# Good Gym - Dubailand??



## dubaisky (Aug 9, 2010)

Hi, Can I please have recommendations for a good gym in or around Arabian Ranches ~ preferably mention the cost and the duration of that, whether or not that include classes and if there is a reduced rate for off-peak as in other countries. Thank you


----------



## MZB (Jun 12, 2011)

Hi,

Sorry I'm not answering your question.....but I'm interested to know if you actually live in Dubailand.

I am moving out with my family in January and we are looking for a suitable place to live (safe, expat community, family friendly). Dubailand seems to have nice property at reasonable prices.

What is the area like?

Is it densely populated?

Thanks in advance


----------



## gracie_23 (May 12, 2011)

dubaisky said:


> Hi, Can I please have recommendations for a good gym in or around Arabian Ranches ~ preferably mention the cost and the duration of that, whether or not that include classes and if there is a reduced rate for off-peak as in other countries. Thank you


There's a fitness first opening in Motor City - not sure of exact date but if you go into Spinneys in Motor City they have a big info and sign up desk near the entrance so i'm sure they'd tell you more..

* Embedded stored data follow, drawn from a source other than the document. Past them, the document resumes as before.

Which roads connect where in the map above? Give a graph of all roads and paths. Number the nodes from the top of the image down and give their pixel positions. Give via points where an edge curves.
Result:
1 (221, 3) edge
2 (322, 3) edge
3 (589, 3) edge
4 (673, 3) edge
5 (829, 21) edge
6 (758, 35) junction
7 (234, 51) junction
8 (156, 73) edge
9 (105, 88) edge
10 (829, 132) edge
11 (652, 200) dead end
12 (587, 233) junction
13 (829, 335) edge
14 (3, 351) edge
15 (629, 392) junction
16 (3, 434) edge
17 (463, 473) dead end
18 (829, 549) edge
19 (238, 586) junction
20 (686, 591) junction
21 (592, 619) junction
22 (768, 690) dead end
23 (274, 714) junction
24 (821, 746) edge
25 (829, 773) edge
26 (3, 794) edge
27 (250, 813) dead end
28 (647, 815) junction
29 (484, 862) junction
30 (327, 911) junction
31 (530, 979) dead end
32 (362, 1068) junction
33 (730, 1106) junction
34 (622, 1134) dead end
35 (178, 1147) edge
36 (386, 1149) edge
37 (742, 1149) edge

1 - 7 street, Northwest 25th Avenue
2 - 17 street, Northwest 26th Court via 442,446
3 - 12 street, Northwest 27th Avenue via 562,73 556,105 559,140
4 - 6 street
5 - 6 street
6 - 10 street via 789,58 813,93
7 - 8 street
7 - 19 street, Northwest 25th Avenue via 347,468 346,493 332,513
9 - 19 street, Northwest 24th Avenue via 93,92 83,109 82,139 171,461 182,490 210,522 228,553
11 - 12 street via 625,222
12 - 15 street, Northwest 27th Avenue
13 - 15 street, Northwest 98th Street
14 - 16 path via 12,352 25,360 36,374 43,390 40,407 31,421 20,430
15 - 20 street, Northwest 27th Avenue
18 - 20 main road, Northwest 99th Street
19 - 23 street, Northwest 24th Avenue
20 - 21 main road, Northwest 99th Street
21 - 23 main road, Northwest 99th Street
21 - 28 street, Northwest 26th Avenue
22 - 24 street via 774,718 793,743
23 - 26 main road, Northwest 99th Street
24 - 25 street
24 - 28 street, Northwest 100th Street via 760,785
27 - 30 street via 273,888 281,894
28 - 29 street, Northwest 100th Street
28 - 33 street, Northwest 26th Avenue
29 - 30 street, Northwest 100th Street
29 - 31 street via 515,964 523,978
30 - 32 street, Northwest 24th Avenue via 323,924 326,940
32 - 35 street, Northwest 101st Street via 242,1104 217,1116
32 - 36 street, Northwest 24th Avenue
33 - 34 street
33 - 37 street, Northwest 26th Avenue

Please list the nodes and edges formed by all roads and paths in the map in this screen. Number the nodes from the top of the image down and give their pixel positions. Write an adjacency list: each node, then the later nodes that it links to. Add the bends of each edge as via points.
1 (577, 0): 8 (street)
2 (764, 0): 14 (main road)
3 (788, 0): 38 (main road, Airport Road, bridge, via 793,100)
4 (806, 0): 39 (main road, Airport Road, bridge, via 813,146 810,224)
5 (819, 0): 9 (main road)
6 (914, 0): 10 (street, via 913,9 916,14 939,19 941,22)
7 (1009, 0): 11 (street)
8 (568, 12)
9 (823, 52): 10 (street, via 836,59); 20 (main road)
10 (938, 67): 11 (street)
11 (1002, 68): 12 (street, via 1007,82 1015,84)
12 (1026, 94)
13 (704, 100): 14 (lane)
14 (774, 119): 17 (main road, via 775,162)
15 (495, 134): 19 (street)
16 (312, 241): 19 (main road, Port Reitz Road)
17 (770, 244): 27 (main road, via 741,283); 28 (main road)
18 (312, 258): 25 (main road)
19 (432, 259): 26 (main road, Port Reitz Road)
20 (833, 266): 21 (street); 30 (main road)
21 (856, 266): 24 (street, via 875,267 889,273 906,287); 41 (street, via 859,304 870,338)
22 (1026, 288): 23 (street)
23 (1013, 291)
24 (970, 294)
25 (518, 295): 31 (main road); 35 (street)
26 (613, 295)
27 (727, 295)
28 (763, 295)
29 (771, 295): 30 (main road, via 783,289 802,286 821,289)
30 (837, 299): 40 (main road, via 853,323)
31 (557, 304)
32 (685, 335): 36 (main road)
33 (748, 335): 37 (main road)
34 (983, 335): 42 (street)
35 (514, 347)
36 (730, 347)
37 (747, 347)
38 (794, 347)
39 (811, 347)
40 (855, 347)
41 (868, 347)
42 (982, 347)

In terms of gyms around here i'd say that will be the best and also good value for money.


----------



## gracie_23 (May 12, 2011)

MZB said:


> Hi,
> 
> Sorry I'm not answering your question.....but I'm interested to know if you actually live in Dubailand.
> 
> ...


Depends where you're looking at in Dubailand.. lots of what they call Dubailand is still under construction, but there are some nice areas which are now established. Are you looking for a villa? townhouse? apartment? If its essential for you to be right in the thick of Dubai as a city then Dubailand isnt for you as it's essential to have a car (2 if you're a family I guess), but if you want somewhere quiet with a few amenities on your doorstep then Arabian ranches, motor city, green community are all nice


----------



## MZB (Jun 12, 2011)

Hi thanks for that...

I guess main priority is to live somewhere safe and suitable for wife and kids...

We are not to fussed about being in the heart of the city, as we both drive so if it's a 20-30min drive to get to the mall..that's fine.


----------



## gracie_23 (May 12, 2011)

MZB said:


> Hi thanks for that...
> 
> I guess main priority is to live somewhere safe and suitable for wife and kids...
> 
> We are not to fussed about being in the heart of the city, as we both drive so if it's a 20-30min drive to get to the mall..that's fine.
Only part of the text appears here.